According AccountingToday. The new Qualified Opportunity Zone program (QOZ) can help you alleviate gains made from the sale of real estate, stocks, and bonds, artworks, collectibles, and just about any other assets you might have sold.

Defer gains on:

  • Sale of artwork
  • Sale of Bitcoin and other cryptocurrencies
  • Sale of collectibles
  • Sale of developed real estate
  • Sale of raw land
  • Sale of stocks and bonds
  • Sale of tangible and intangible assets

Using the QOZ taxpayers who realized capital gains could earn a 10% tax basis increase in their QOF investment in year five and another five percent increase in year seven. This totals out to a permanent tax reduction of 15%, AND, more importantly, gains accrued after the QOF (qualified opportunity fund) is 100% tax-free when sold after the investment was held for ten years.

The most crucial aspect to keep in mind is not to let the grass grow below your feet: you have to reinvest your tax gains in a Qualified Opportunity Fund within 180 days after recognizing the tax gain on the sale.

 

 

 

Deadline To Keep In Mind

If you made any flow-thru capital gains (including net Section 1231 gains) that were re-portable on December 31st, 2018, these had to be reinvested into a QOZ by June 28, 2019.

For capital assets held directly, the deadline for reinvesting non-1231 capital gains would have started on the earlier closing date of the sales.  However, for 1231 and K-1 capital gains, the 180-day period begins on December 31, 2019, for calendar year taxpayers. What is more, December 31st, 2019, is the first date investors will be allowed to reinvest their net-1231 and flow-thru capital gains into a QOF.  We are still waiting for the publication of the final regulations concerning this.

December 31st is also the deadline for those investors who wish to obtain the 15% tax-free step-up in their QOF investment.  If you invest after that, you will be limited to a 10% step-up because you will not meet the seven-year holding period by December 31st, 2026.

It seems unnecessary to invest in an actual replacement property during the 180 days. It seems sufficient to fund merely the QOF within this period.  Deploying the investment into the QOZ business property can be done over a period of 37-months or more afterward.

Know Your Testing Criteria

QOFs have to hold at least 90% of their assets in a QOF business property (QOZBP). If you miss this test (semi-annually), you will trigger a six percent penalty, annually.

QOFs are NOT eligible for the 31-month working capital safe harbor, so every QOF will have to establish a QOZB to allow the long-term deployment of their funds.

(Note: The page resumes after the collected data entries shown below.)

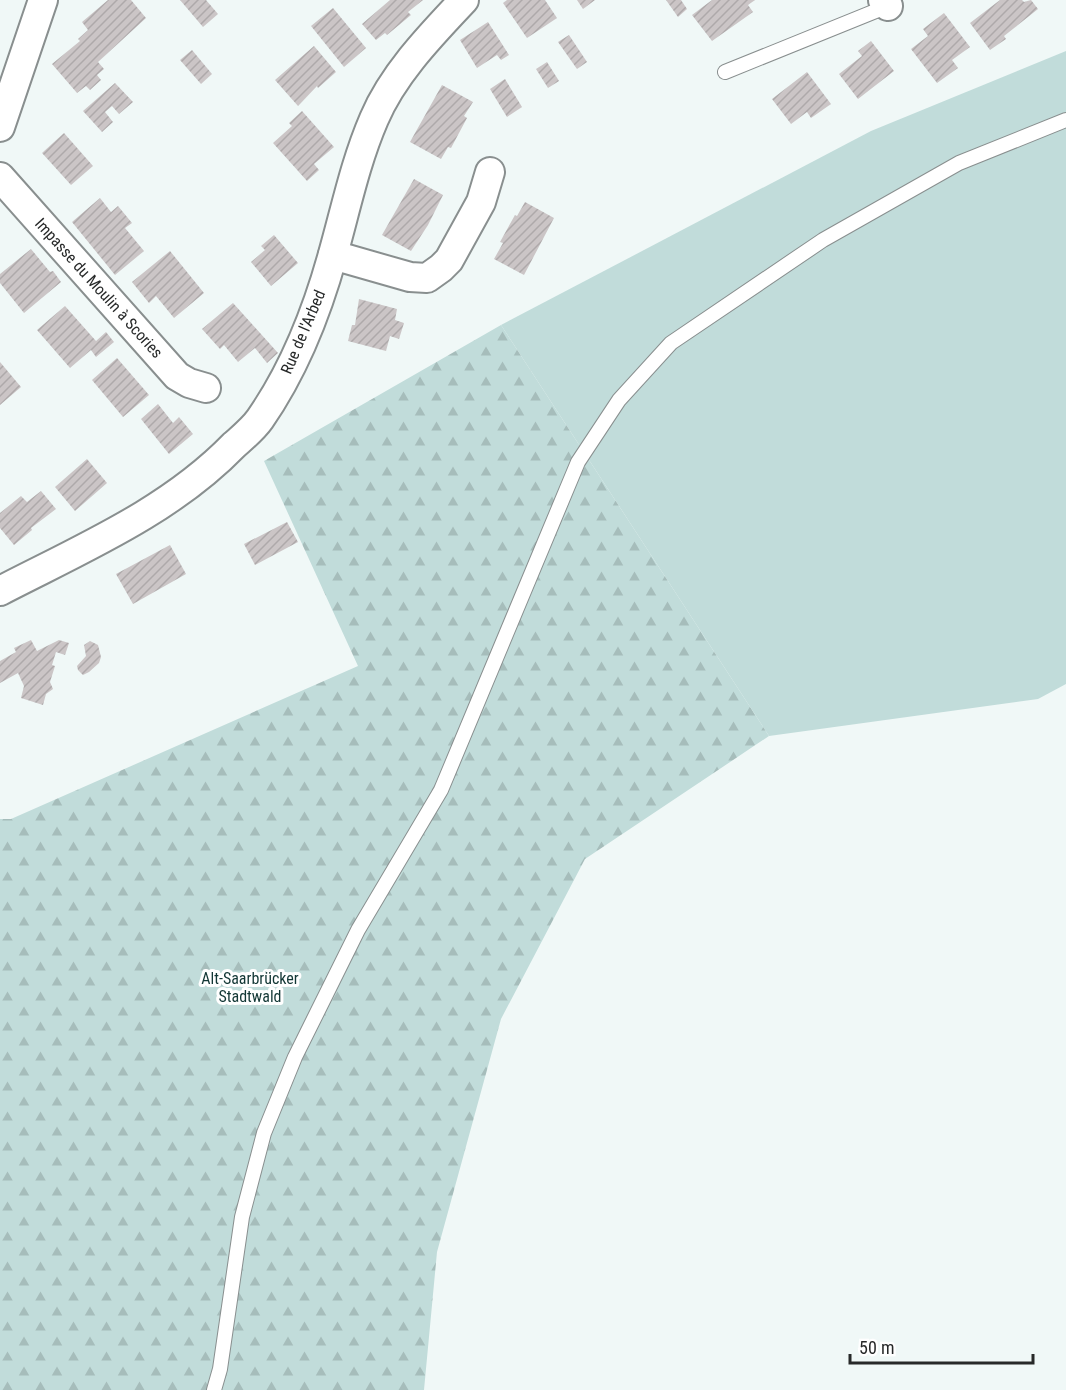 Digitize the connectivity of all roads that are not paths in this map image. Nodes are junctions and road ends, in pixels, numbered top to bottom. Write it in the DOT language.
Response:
graph roads {
  1 [pos="43,0"];
  2 [pos="464,0"];
  3 [pos="886,3"];
  4 [pos="725,72"];
  5 [pos="1066,120"];
  6 [pos="0,127"];
  7 [pos="490,172"];
  8 [pos="0,177"];
  9 [pos="333,255"];
  10 [pos="206,388"];
  11 [pos="0,591"];
  12 [pos="214,1390"];
  1 -- 6 [label="street"];
  2 -- 9 [label="street, Rue de l'Arbed"];
  3 -- 4 [label="lane"];
  5 -- 12 [label="lane"];
  7 -- 9 [label="street"];
  8 -- 10 [label="street, Impasse du Moulin à Scories"];
  9 -- 11 [label="street, Rue de l'Arbed"];
} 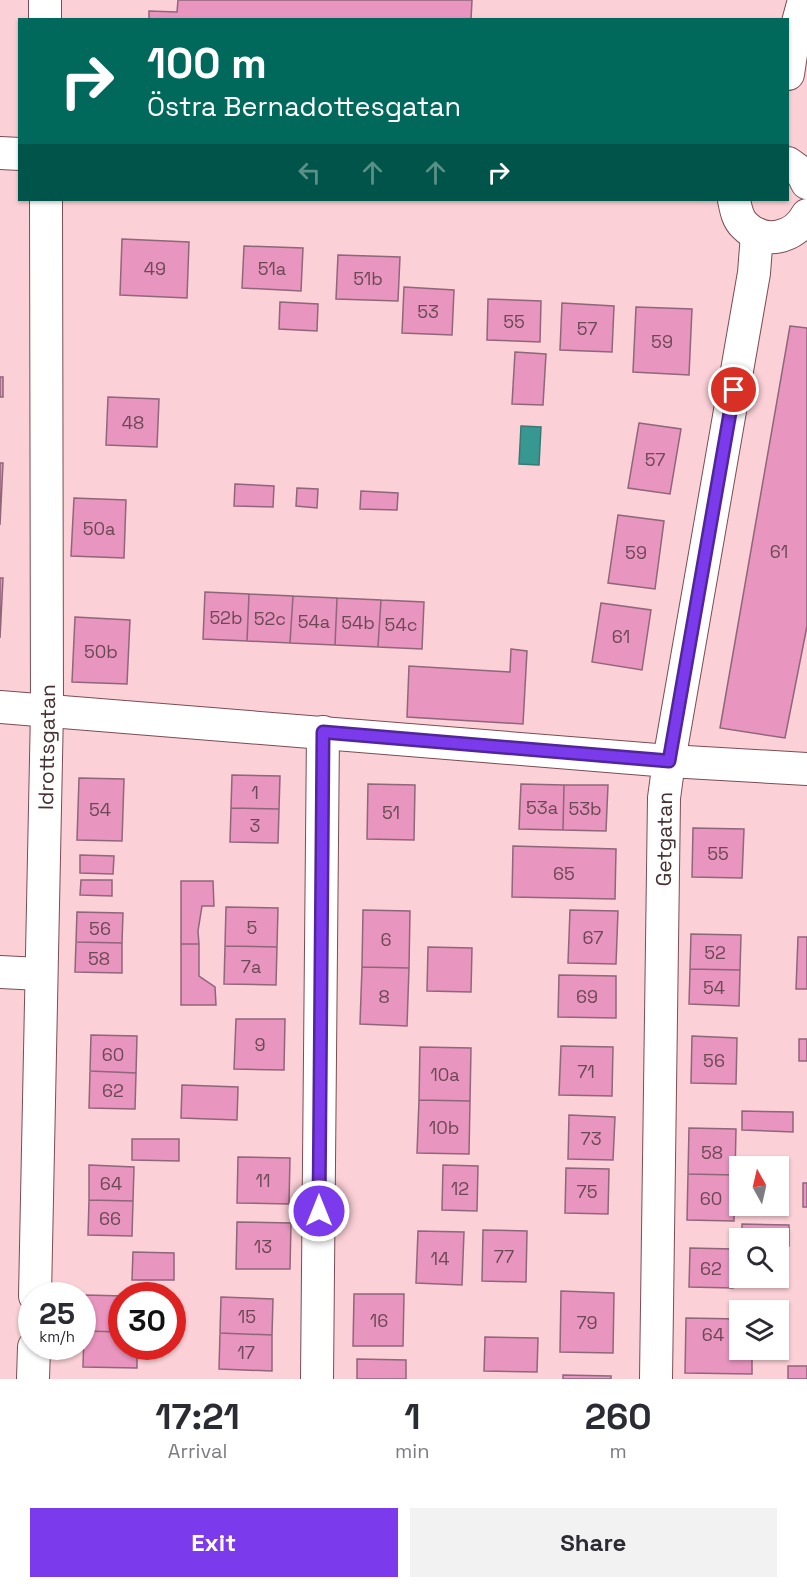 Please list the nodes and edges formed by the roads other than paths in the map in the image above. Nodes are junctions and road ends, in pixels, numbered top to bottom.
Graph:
1 (45, 0) edge
2 (804, 0) edge
3 (45, 18) edge
4 (789, 67) edge
5 (0, 153) edge
6 (18, 154) edge
7 (46, 201) edge
8 (734, 201) edge
9 (805, 221) edge
10 (757, 234) junction
11 (0, 707) edge
12 (46, 710) junction
13 (323, 732) junction
14 (669, 761) junction
15 (807, 770) edge
16 (0, 972) edge
17 (40, 974) junction
18 (34, 1282) edge
19 (34, 1360) edge
20 (33, 1379) edge
21 (317, 1379) edge
22 (656, 1379) edge

1 - 3 street
2 - 4 street
5 - 6 street
7 - 12 street, Idrottsgatan
8 - 10 street
9 - 10 street
10 - 14 street, Getgatan
11 - 12 street
12 - 13 street
12 - 17 street, Idrottsgatan
13 - 14 street
13 - 21 street
14 - 15 street
14 - 22 street, Getgatan
16 - 17 street
17 - 18 street, Idrottsgatan
19 - 20 street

However, QOZBs are eligible for the working capital safe harbor, and only have to hold an average minimum of 70% of their assets in QOZBP.  This is critical for meeting the Qualified Assets test.  A QOZB that does not meet the 70-percent test invalidates the QOZB and the QOF, deleting all the OZ benefits. At this point, there are no regulations relating to a correction period for QOZBs.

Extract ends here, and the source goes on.